Бал следовал за балом. Французское шампанское во льду. Пирожное и птифуры,
фрукты и другие деликатесы. А за окнами замерзшая Нева. Сказка, вспоминали потом царедворцы. А императрице было не до развлечений, не до балов и празднеств.«Будучи болезненно застенчивой, – замечал современник, – она не любила светских бесед и не владела этим тонким искусством. Отсюда пошли слухи о ее высокомерии. Александра Федоровна оказалась почти совсем без друзей, и каждое личное унижение императрицы вызывало ликование светского общества.
Сдержанность, которую очень многие принимали за высокомерие, была результатом природной робости, маской, скрывающей ее чувствительную душу. Ее открытая и порывистая натура вошла в противоречие с холодными условностями двора. Ее природная гордость была уязвлена».
Императорская семья постепенно привыкла жить в изоляции от двора, в своей скорлупе. Все мысли – о больном сыне. Каждый приступ мог стать роковым. Юный Алексей находился между жизнью и смертью. Мать истово молилась. Но молитвы не приносили спасения. Чудо не совершалось. Казалось, весь мир ополчился на нее.
«И тут до слуха императрицы, – писал Владимир Николаевич Коковцов, министр финансов, а затем и глава правительства, – доходит весть о «старце», который умеет молиться, как никто, который говорит не так, как все, у которого своя вера, не такая, как у всех нас. Говорили даже, что знают случаи, когда его молитва останавливала болезнь, казавшуюся смертельной».

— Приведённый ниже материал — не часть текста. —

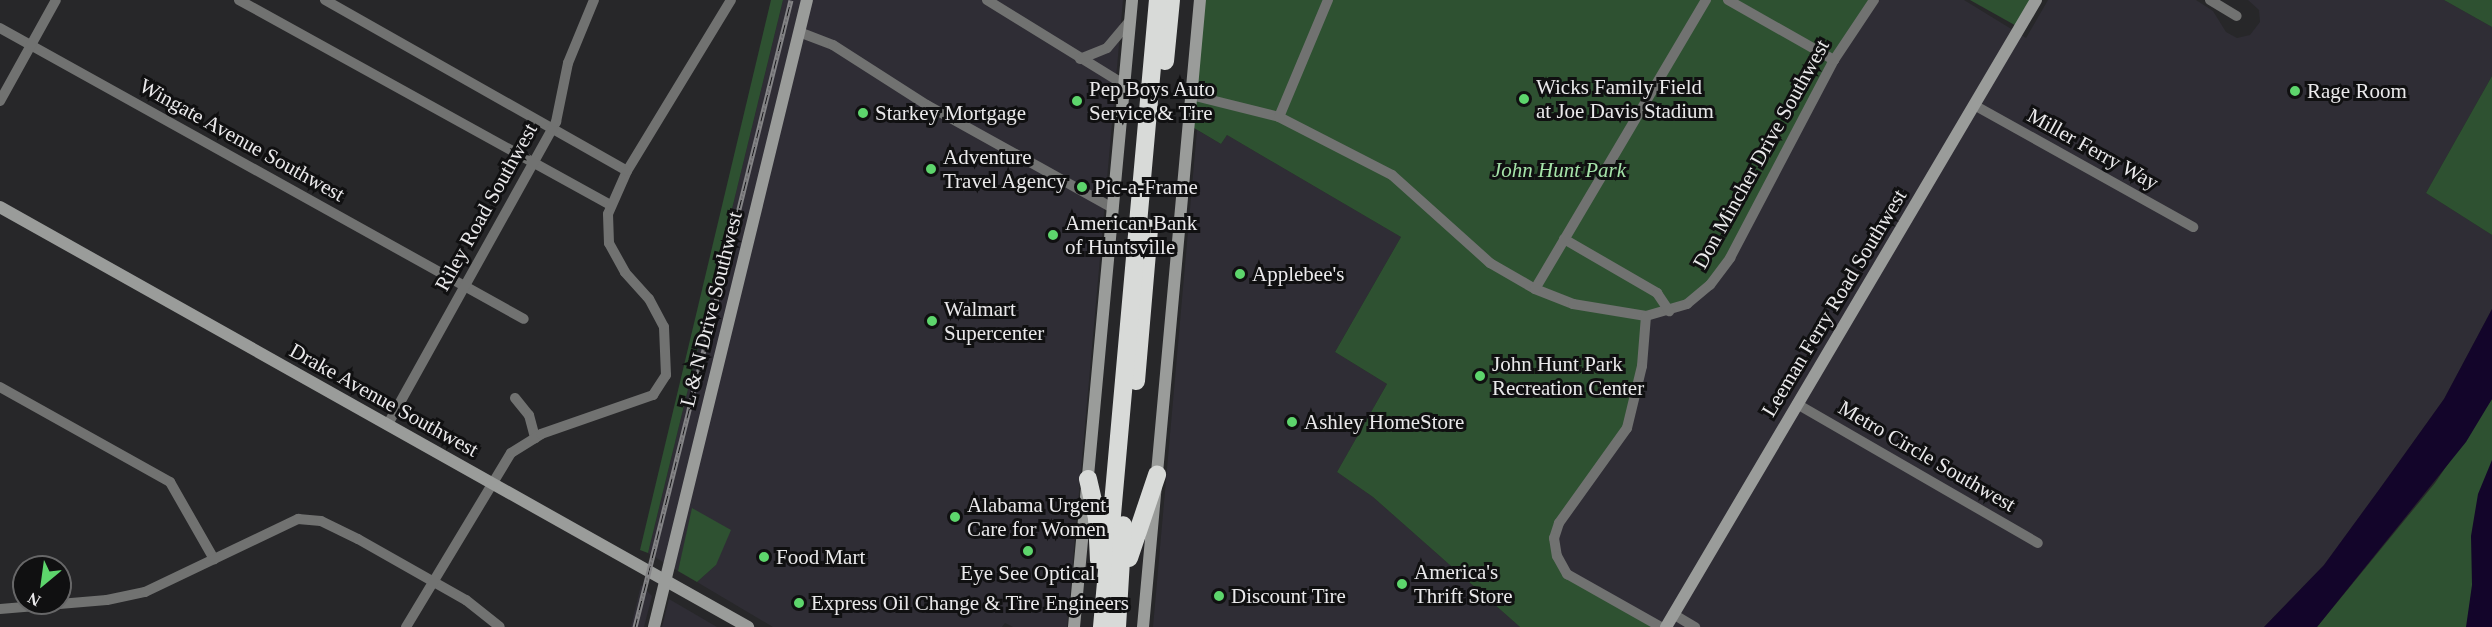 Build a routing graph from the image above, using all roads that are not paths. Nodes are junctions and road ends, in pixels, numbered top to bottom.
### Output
1 (56, 0) edge
2 (239, 0) edge
3 (325, 0) edge
4 (594, 0) edge
5 (731, 0) edge
6 (807, 0) edge
7 (987, 0) edge
8 (1132, 0) edge
9 (1158, 0) edge
10 (1171, 0) edge
11 (1200, 0) edge
12 (1328, 0) edge
13 (1706, 0) edge
14 (1728, 0) edge
15 (1874, 0) edge
16 (2036, 0) edge
17 (2210, 0) edge
18 (2237, 16) dead end
19 (1130, 21) junction
20 (0, 28) edge
21 (799, 32) junction
22 (31, 46) junction
23 (1080, 59) junction
24 (1834, 60) junction
25 (1125, 85) junction
26 (1191, 95) junction
27 (0, 101) edge
28 (1974, 105) junction
29 (1279, 117) junction
30 (553, 129) junction
31 (534, 164) junction
32 (627, 171) junction
33 (610, 205) junction
34 (0, 207) edge
35 (1113, 208) junction
36 (2193, 227) dead end
37 (1564, 238) junction
38 (464, 286) junction
39 (1534, 289) junction
40 (1669, 311) junction
41 (1646, 316) junction
42 (524, 319) dead end
43 (0, 387) edge
44 (515, 398) dead end
45 (1797, 404) junction
46 (388, 424) junction
47 (535, 438) junction
48 (1157, 475) junction
49 (1088, 479) junction
50 (492, 483) junction
51 (2038, 543) dead end
52 (214, 559) junction
53 (666, 579) junction
54 (432, 581) junction
55 (1120, 591) junction
56 (0, 609) edge
57 (1673, 614) junction
58 (496, 624) edge
59 (1108, 624) edge
60 (406, 627) edge
61 (654, 627) edge
62 (748, 627) edge
63 (1074, 627) edge
64 (1143, 627) edge
65 (1661, 627) edge
66 (1666, 627) edge
67 (1695, 627) edge

1 - 22 street
2 - 31 street
3 - 30 street
4 - 30 street, Riley Road Southwest
5 - 32 street
6 - 21 street, L & N Drive Southwest
7 - 23 street
8 - 19 street
9 - 59 highway
10 - 55 highway
11 - 26 street
12 - 29 street
13 - 37 street
14 - 24 street
15 - 24 street, Don Mincher Drive Southwest
16 - 28 street, Leeman Ferry Road Southwest
17 - 18 street
19 - 23 street
19 - 25 street
20 - 22 street, Wingate Avenue Southwest
21 - 35 street
21 - 53 street, L & N Drive Southwest
22 - 27 street
22 - 38 street, Wingate Avenue Southwest
23 - 25 street
24 - 40 street, Don Mincher Drive Southwest
25 - 35 street
26 - 29 street, Don Mincher Drive Southwest
26 - 48 street
28 - 36 street, Miller Ferry Way
28 - 45 street, Leeman Ferry Road Southwest
29 - 39 street, Don Mincher Drive Southwest
30 - 31 street, Riley Road Southwest
30 - 32 street
31 - 33 street
31 - 38 street, Riley Road Southwest
32 - 33 street
33 - 47 street
34 - 46 street, Drake Avenue Southwest
35 - 49 street
37 - 39 street
37 - 40 street
38 - 42 street, Wingate Avenue Southwest
38 - 46 street, Riley Road Southwest
39 - 41 street, Don Mincher Drive Southwest
40 - 41 street, Don Mincher Drive Southwest
41 - 65 street
43 - 52 street
44 - 47 street
45 - 51 street, Metro Circle Southwest
45 - 57 street, Leeman Ferry Road Southwest
46 - 50 street, Drake Avenue Southwest
47 - 50 street
48 - 55 highway
48 - 64 street
49 - 59 highway
49 - 63 street
50 - 53 street, Drake Avenue Southwest
50 - 54 street
52 - 54 street
52 - 56 street
53 - 61 street, L & N Drive Southwest
53 - 62 street, Drake Avenue Southwest
54 - 58 street
54 - 60 street
55 - 59 highway
57 - 66 street, Leeman Ferry Road Southwest
57 - 67 street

Когда император впервые увидел Григория Ефимовича Распутина, то записал в дневнике: «Повстречались с Божьим человеком Григорием, родом из Тобольской губернии».
Важно отметить, что он появился не сам по себе, не вошел с улицы. Привел Распутина во дворец духовник Николая II и Александры Федоровны ректор Санкт-Петербургской духовной академии епископ Феофан. Он восторгался Распутиным:
– Есть еще Божьи люди на свете. Не оскудела Русская земля преподобными. Посылает Господь утешенье людям, время от времени воздвигая им праведных мужей. Вот ими-то и держится еще святая Русь.
Кто такой Распутин? Вот вопрос, на который ответа ищут уже добрых сто лет.
Старец, наделенный чудодейственной силой? Юродивый – из тех, кто так почитался на Руси? Чудотворец, способный спасти от неизлечимой болезни? Или же талантливый авантюрист и пройдоха, водивший за нос пол-Петербурга?
Над Николаем и Александрой издеваются вот уже столетие: как же они могли поверить Распутину?
Но такова была традиция в императорской семье – больше верили странникам, подвижникам, святым старцам, а не официальной церкви. К тому же Распутин был из деревни, простой человек из «настоящей России», что имело значение при дворе.
Несколько раз цесаревичу Алексею становилось легче в момент появления Распутина. Он проводил некоторое время у постели больного, и Алексей переставал плакать. Едва ли Григорию Ефимовичу под силу было остановить кровотечение. Скорее его появление удачно совпадало с окончанием очередного приступа. Но успокоить, снять у мальчика напряжение и страх, помочь его родителям хотя бы ненадолго расслабиться и обрести успокоение он точно мог.
Появление Распутина возле трона принесло императорской семье некоторое облегчение и вернуло надежду. Но общество словно оскорбилось близостью тобольского мужика к престолу.